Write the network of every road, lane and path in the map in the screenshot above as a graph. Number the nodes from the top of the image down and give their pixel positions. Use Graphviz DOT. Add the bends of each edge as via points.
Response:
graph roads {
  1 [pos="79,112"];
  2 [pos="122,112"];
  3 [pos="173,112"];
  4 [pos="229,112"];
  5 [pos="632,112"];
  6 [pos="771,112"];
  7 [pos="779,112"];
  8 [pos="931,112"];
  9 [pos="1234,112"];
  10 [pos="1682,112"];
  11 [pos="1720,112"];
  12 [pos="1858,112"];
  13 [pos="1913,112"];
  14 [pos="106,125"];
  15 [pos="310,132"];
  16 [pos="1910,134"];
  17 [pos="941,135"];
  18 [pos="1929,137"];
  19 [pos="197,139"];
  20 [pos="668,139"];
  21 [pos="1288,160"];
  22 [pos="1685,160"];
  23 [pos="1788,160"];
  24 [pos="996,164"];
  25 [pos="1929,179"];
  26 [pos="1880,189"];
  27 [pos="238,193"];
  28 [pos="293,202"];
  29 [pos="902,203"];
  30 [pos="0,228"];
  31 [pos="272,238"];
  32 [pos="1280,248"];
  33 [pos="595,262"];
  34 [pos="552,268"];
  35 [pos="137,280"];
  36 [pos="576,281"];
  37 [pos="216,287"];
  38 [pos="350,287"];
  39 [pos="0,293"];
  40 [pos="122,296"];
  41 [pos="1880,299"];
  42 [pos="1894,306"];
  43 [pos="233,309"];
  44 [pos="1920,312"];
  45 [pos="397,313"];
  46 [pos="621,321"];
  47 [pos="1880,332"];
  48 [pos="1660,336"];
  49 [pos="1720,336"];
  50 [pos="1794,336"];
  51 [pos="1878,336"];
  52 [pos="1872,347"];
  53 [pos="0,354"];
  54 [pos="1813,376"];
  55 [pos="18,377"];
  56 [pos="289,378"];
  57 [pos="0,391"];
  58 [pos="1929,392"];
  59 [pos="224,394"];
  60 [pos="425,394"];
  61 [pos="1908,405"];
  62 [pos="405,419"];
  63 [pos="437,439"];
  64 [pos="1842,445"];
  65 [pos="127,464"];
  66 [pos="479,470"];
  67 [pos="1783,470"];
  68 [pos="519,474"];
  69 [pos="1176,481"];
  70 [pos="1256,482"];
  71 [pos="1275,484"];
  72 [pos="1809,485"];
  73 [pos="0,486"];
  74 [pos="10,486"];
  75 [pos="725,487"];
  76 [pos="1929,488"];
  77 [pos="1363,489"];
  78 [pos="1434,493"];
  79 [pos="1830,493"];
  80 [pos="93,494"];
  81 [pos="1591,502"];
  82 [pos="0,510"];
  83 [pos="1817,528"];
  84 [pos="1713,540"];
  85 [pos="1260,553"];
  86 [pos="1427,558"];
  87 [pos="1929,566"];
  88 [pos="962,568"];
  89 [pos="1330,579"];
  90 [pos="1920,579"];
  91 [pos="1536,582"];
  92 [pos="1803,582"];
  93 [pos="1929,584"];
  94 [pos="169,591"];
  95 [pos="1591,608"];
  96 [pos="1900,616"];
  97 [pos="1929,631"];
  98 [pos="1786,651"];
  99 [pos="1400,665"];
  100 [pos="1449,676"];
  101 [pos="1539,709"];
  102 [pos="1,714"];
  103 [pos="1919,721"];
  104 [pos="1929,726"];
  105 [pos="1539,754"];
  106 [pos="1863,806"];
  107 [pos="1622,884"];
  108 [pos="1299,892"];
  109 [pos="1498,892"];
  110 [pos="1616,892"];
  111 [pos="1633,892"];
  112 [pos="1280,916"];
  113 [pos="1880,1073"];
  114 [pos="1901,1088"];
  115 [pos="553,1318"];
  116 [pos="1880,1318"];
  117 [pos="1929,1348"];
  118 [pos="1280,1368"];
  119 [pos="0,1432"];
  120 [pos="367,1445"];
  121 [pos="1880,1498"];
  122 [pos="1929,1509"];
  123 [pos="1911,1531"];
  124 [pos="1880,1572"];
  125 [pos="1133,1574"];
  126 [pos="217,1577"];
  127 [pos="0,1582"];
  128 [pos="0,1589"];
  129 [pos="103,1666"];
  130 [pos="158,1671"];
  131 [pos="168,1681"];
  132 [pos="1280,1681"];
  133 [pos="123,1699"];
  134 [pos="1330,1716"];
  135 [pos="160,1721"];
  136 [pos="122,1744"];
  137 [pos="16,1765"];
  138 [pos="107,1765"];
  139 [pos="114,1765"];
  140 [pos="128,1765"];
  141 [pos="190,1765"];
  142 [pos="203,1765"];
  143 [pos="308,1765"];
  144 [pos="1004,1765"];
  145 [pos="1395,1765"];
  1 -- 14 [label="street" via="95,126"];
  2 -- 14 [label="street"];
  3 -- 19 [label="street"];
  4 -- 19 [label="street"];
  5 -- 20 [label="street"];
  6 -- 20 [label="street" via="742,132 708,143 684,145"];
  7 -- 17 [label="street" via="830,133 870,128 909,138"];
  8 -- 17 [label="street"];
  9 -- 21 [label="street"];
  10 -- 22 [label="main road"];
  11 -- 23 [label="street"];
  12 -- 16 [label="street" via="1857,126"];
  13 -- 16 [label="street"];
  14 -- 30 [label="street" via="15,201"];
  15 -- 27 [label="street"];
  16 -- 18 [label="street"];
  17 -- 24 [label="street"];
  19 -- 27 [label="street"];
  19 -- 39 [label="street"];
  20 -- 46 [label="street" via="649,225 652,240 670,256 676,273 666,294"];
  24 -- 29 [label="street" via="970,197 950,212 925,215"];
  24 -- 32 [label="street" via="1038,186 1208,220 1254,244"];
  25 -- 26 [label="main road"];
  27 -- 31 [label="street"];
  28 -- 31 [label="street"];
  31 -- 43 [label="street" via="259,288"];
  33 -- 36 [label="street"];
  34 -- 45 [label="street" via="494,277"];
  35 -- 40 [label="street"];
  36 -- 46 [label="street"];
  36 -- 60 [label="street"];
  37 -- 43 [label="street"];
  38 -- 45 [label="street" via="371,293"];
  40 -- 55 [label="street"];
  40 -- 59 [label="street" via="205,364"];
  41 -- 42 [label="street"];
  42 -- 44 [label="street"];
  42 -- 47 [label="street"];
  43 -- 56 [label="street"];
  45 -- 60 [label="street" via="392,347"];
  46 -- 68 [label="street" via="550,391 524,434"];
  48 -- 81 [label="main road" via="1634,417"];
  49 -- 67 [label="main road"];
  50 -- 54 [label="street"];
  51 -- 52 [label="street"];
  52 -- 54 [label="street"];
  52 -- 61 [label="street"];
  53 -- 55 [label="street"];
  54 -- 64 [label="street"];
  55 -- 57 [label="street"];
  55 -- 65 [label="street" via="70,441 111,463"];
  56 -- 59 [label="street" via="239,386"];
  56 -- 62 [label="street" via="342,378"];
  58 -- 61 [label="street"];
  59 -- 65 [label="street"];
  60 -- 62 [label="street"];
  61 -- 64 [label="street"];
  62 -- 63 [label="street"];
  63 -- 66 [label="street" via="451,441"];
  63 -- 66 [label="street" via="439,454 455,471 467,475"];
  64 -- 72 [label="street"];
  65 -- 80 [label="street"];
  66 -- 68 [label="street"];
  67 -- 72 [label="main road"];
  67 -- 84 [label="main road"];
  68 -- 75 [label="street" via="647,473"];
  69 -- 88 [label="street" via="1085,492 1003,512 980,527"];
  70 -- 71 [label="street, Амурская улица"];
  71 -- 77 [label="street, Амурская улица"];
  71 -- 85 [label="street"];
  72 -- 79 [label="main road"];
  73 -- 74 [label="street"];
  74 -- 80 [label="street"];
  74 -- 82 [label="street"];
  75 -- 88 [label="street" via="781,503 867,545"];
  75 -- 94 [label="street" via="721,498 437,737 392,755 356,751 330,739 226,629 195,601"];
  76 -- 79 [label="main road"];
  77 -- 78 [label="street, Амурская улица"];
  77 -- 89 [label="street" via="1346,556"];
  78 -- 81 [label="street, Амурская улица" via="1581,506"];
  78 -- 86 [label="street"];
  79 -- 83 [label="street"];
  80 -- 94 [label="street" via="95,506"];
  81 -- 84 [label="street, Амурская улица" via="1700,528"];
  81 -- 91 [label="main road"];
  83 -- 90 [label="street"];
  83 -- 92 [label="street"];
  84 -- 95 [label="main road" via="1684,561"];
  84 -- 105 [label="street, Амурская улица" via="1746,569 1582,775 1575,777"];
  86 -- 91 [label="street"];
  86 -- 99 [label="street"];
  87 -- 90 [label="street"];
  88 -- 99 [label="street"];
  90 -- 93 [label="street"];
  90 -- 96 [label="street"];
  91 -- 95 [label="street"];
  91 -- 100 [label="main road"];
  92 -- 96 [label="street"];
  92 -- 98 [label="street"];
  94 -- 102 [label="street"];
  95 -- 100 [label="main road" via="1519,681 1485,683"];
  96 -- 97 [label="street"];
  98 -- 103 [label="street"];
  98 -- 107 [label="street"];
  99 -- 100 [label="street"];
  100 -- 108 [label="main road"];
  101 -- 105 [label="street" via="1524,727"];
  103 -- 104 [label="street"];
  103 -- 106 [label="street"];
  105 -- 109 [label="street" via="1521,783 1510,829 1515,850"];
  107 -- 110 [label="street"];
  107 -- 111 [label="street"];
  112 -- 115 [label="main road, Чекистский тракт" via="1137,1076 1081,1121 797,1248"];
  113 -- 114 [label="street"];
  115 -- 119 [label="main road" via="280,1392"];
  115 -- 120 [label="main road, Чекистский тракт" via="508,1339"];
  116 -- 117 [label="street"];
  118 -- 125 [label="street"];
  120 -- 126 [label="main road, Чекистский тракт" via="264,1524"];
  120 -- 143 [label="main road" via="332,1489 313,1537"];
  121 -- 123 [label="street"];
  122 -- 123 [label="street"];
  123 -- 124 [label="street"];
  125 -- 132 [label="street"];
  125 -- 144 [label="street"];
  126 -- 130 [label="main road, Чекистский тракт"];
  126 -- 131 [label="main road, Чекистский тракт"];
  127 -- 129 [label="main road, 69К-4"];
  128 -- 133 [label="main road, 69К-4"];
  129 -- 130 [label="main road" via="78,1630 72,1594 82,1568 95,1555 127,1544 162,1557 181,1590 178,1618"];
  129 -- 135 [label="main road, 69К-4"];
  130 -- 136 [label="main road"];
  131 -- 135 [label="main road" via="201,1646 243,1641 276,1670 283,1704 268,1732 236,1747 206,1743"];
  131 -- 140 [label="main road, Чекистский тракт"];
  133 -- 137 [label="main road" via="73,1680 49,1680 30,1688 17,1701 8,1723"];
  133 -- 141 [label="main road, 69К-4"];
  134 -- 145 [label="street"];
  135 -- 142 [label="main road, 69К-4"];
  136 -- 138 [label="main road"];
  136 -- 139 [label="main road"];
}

□ □ □ □

In the records above, locate every line with the string "тракт" and copy it.

  112 -- 115 [label="main road, Чекистский тракт" via="1137,1076 1081,1121 797,1248"];
  115 -- 120 [label="main road, Чекистский тракт" via="508,1339"];
  120 -- 126 [label="main road, Чекистский тракт" via="264,1524"];
  126 -- 130 [label="main road, Чекистский тракт"];
  126 -- 131 [label="main road, Чекистский тракт"];
  131 -- 140 [label="main road, Чекистский тракт"];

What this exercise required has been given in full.